New treatments are urgently needed for Alzheimer’s disease (AD). Drug discovery and development begins with target identification and treatment candidate characterization. After optimizing a molecule for efficacy and minimizing risk of toxicity, it is assessed for efficacy and toxicity in animal models of AD. If promising in animal studies, a potential treatment is advanced through clinical trials with knowledge of benefits and harms associated with human treatment accruing. Biomarkers play increasingly important roles in the drug development process. The Food and Drug Administration (FDA) is involved throughout the process and advises sponsors at key points in the evolution of trials. The only channel for developing urgently needed new therapies for AD is through clinical trials. All stakeholders including concerned patients and families, those at risk for AD, primary care physicians and specialists, neuroscientists, philanthropists, the National Institutes of Health, advocacy groups, and industry sponsors must all work together to accelerate clinical trials and bring meaningful new therapies faster to those who have or are at risk of having AD.
A neurodegenerative and age-related disorder that affects cognition, function, and behavior,1 AD is growing to staggering proportions as the global population ages. There are 5.1 million people with AD in the US and 13 million worldwide; AD prevalence is expected to increase to 13 million in the US and more than 100 million worldwide by 2050.2 The cost of care for AD in the US is estimated at $267 billion and this will burgeon to more than $1 trillion per year by 2050 if new interventions are not developed. The need is urgent to find new drugs that will delay onset, slow progression, or improve symptoms of AD. It is calculated that a delay in AD onset by 5 years would decrease the population of people with AD by 5.7 million and decrease the expense of caring for those with AD by $367 million by 2050.3
It has been extraordinarily difficult to develop new therapies for AD. with a failure rate iof more than 99% and no new treatment approved since 2003.4 Attempts to develop disease-modifying therapies (DMTs) for AD have had a 100% failure rate.5 Every trial, however, presents opportunities to learn and improve the drug development process.6,7 In this review, we highlight drugs in the AD therapeutic pipeline and call attention to advances in trial methods, pharmaceutical agent characterization, trial population selection, and use of biomarkers to inform trial implementation, conduct, and interpretation.

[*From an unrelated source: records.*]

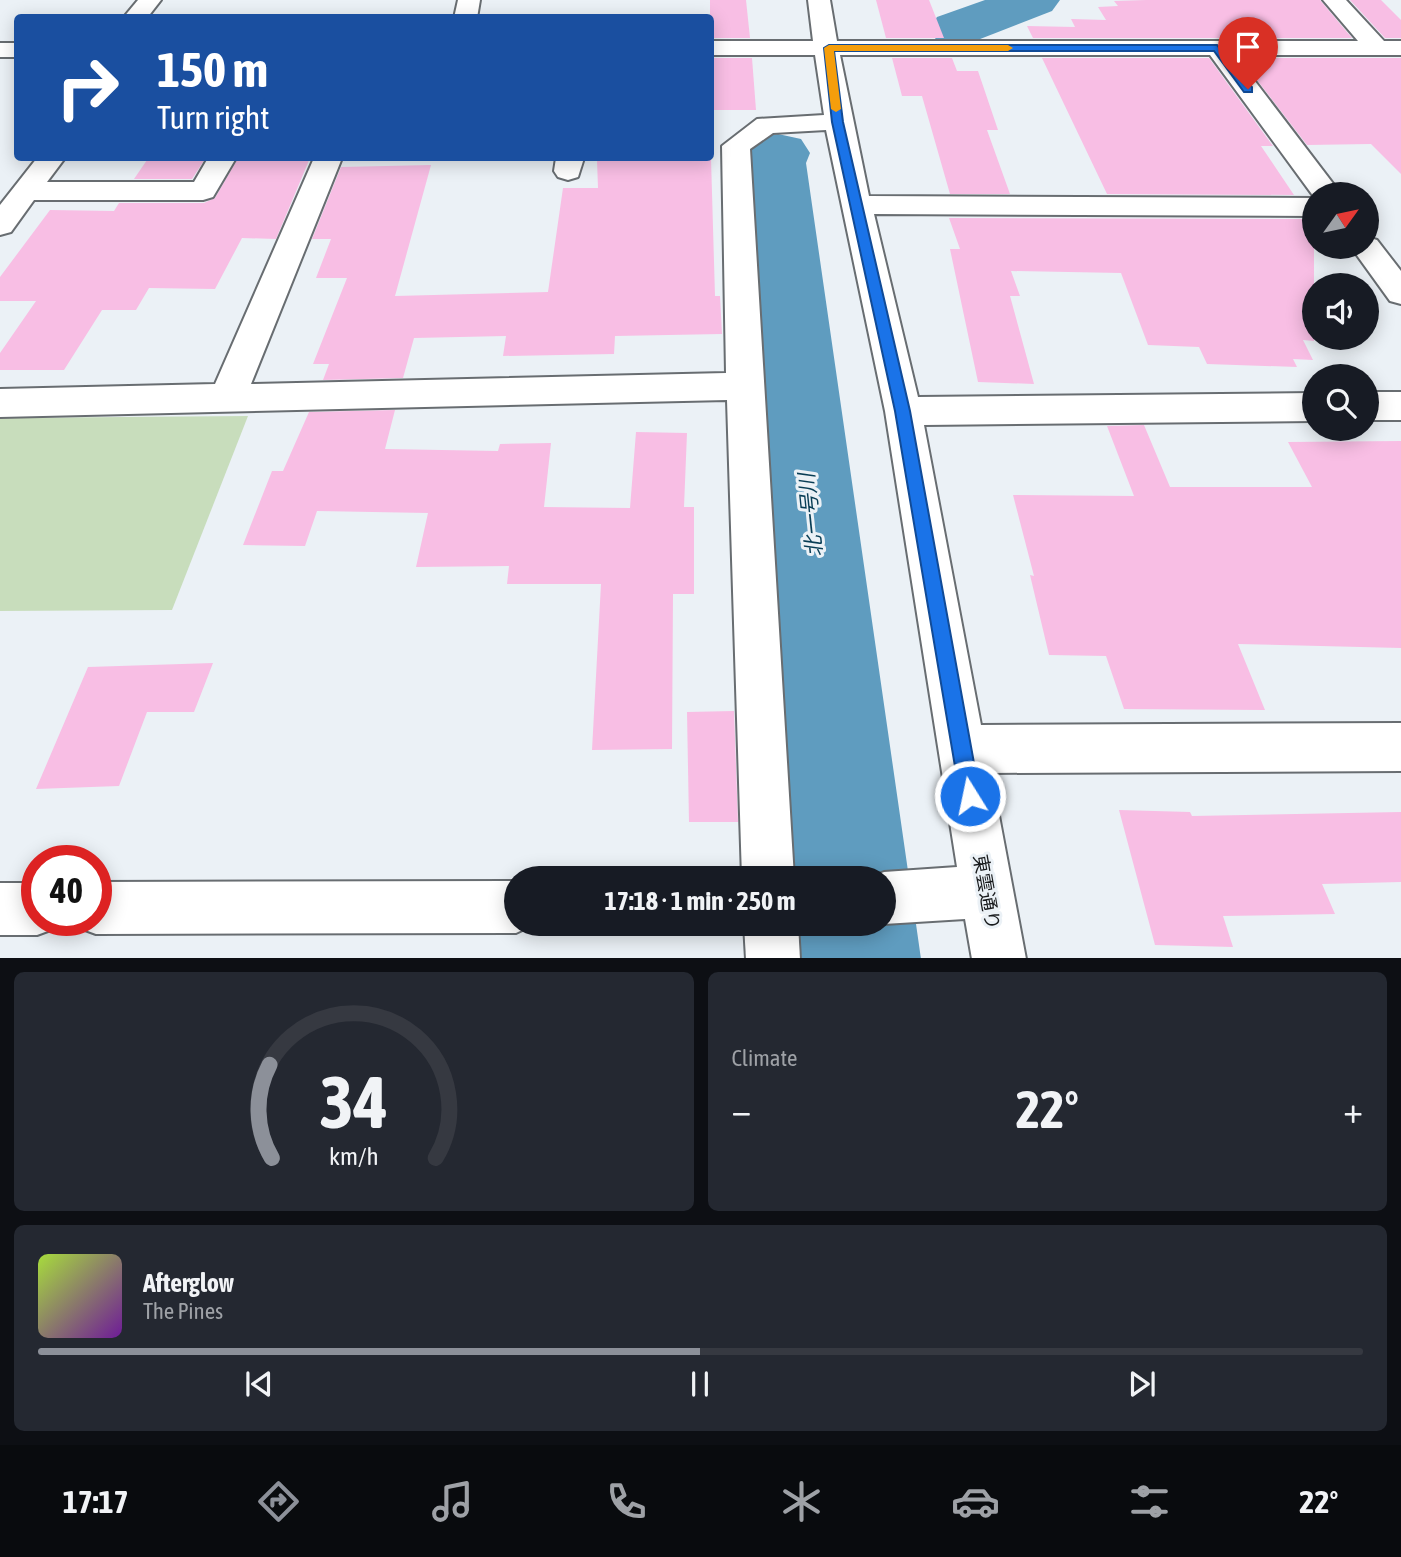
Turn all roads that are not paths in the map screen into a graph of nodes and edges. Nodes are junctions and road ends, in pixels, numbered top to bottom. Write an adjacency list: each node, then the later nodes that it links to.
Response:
1 (150, 0): 4 (street)
2 (819, 0): 6 (street, 東雲通り)
3 (1334, 0): 8 (street)
4 (138, 14)
5 (714, 48): 6 (street)
6 (829, 48): 7 (street); 9 (street, 東雲通り)
7 (1217, 48): 8 (street); 13 (street)
8 (1389, 48)
9 (838, 122): 15 (street, 東雲通り); 20 (street)
10 (49, 161): 14 (street)
11 (220, 161): 14 (street)
12 (327, 161): 21 (street)
13 (1318, 182)
14 (26, 191): 17 (street)
15 (856, 205): 16 (street); 26 (street, 東雲通り)
16 (1302, 207)
17 (0, 225)
18 (1375, 259): 19 (street)
19 (1401, 293)
20 (744, 386): 21 (street); 29 (street)
21 (227, 398): 22 (street)
22 (0, 403)
23 (1379, 406): 24 (street)
24 (1401, 406)
25 (1302, 407): 26 (street)
26 (903, 411): 28 (street, 東雲通り)
27 (1401, 747): 28 (street)
28 (961, 749): 30 (street, 東雲通り)
29 (767, 866)
30 (987, 891): 31 (street); 38 (street, 東雲通り)
31 (896, 897)
32 (504, 907): 34 (street)
33 (21, 908): 35 (street)
34 (112, 908)
35 (0, 909)
36 (772, 936): 37 (street)
37 (773, 958)
38 (999, 958)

The Alzheimer’s Disease Clinical Trials Pipeline
Figure 1 shows principal classes of agents in clinical trials for AD, including neuropsychiatric agents, cognition-enhancing drugs to improve cognition above baseline, and DMTs that target underlying disease biology with the intent of delaying onset of cognitive symptoms or slowing cognitive and functional decline. Figure 2 shows the number of agents in trials for each major class of drugs in each trial phase. The average time to develop a drug for AD is 13 years and the cost (including failures and capital) is $5.6 billion.8,9
The Drug Development Process
Drug development advances from target identification and candidate nomination to nonclinical efficacy and toxicity testing in animals and then to phase 1, 2, and 3 clinical trials in humans. The process begins with decisions about what biologic process to target. As pathophysiologic observations are made, hypotheses regarding pathogenesis and treatment of AD are generated, biologic targets identified, and candidate agents that may ameliorate these processes created and tested. Candidates may be natural substances, compounds derived from large libraries of molecules, repurposed agents developed for other indications and found to have activities relevant to AD, or agents derived from computer-based in silico design approaches.6 These candidates are tested in specific assays (eg, potential ß-site amyloid precursor protein cleavage enzyme [BACE] inhibitors would be tested in preparations where the activity of this enzyme can be monitored), “hits” are identified, and active agents advanced through a process of lead optimization that best balances potency, potential side effects, blood–brain barrier penetration, and pharmacokinetics.6
Lead compounds are tested in animals for both efficacy and toxicity. Efficacy assessments are typically conducted in transgenic (tg) mice created by inserting 1 to 5 human autosomal dominant AD (ADAD) mutations into the mouse genome and testing the offspring with the mutation for expression of AD pathology. These tg species develop amyloid pathology but may not have tau changes or marked cell death; these animals allow assessment of the drug effects on amyloid biology, but they are imperfect models of AD and do not predict the effects of drugs in human AD.10 Mutations of genes involved in familial frontotemporal dementia (FTD) have been used to create tg mice with tau pathology and have been combined with ADAD mutations to develop tg species that express both amyloid and tau pathology.11 Knock-in and knock-out gene strategies have been used to interrogate the effects of increasing and decreasing aspects of cellular pathways to make the case for drugs that increase or decrease these activities as treatments for AD. Animals with tg alterations from birth more closely resemble human ADAD than the typical later-onset form of AD. Rabbits, guinea pigs, some species of dogs, and senescence accelerated mouse (SAM) models have late-life AD-like changes and may be more like late-onset AD.12 Most nonhuman species typically do not have AD-like changes with aging, and most are resistant to insertion of transgenes and creation of tg species. For example, there are few rat or nonhuman primate models of AD.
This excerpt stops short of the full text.